ENBIS-16 in Sheffield
11 – 15 September 2016; Sheffield
Abstract submission: 20 March – 4 July 2016
Likelihood-free Optimum Experimental Design: ABCD
12 September 2016, 14:00 – 14:30
- Submitted by
- Werner G. Mueller
- Werner G. Mueller (Johannes Kepler University)
- We are concerned with improving data collecting schemes via methods of optimum experimental design, which can be applied in cases where the experimenter has at least partial control over the experimental conditions. Furthermore we focus on cases where a probability model for the investigated phenomenon is not easily available and the situation lends itself naturally to simulation-based approaches in conjunction with a recently popularized simulation technique called approximate Bayesian computing (ABC).
The objective of optimum experimental design is to find the best possible configuration of factor settings with respect to a well-defined criterion or measure of information for a specific statistical model. In Bayesian experimental design, a prior distribution is attached to the parameters of the statistical model. This prior distribution reflects prior knowledge about the parameters of the model. In the Bayesian setting it is natural to average a criterion over the parameter values with respect to the prior distribution. In a decision-theoretic approach to experimental design the criterion of interest is computed for the posterior distribution of the parameters and then averaged over the marginal distribution of the data. The information criterion on the posterior distribution reflects some notion of learning from the observations.
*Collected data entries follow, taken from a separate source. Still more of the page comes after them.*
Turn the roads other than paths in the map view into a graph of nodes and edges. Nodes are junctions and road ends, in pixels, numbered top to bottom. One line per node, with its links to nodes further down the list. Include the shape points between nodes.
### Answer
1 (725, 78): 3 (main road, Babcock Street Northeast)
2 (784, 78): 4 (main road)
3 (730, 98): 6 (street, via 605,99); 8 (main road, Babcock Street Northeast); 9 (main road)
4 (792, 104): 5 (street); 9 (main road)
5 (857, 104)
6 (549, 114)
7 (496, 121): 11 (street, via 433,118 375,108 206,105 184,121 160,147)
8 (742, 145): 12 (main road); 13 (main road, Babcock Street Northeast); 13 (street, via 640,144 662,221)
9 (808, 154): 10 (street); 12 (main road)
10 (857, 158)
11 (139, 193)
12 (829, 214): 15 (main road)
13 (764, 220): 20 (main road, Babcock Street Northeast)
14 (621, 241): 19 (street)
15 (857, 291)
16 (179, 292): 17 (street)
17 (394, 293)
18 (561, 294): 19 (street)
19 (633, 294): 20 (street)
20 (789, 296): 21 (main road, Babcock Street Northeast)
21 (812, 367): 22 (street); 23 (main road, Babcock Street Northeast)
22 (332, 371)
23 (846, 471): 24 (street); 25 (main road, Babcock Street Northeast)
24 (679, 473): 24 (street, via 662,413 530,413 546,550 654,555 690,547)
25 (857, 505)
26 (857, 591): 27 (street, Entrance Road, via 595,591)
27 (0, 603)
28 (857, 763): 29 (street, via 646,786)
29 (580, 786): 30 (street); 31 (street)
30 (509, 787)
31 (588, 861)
The computation of the expected criterion value can be a challenging task. Usually this involves the evaluation of integrals or sums. If the integrals are analytically intractable and numerical integration routines do not work, Monte Carlo simulation strategies can be applied in a framework of stochastic optimization. Some of our proposed methods will be based on simulation-based optimal design algorithms which utilize Markov chain Monte Carlo (MCMC) methods, but we intend to go beyond that class. Simulation-based methods make it possible to efficiently solve a wider range of problems for which standard methods cannot provide tractable solutions. In this presentation we outline potentials and limitations of ABC for design purposes, hence ABCD (D for design). Furthermore we will report details on an application for dealing with spatial extremes.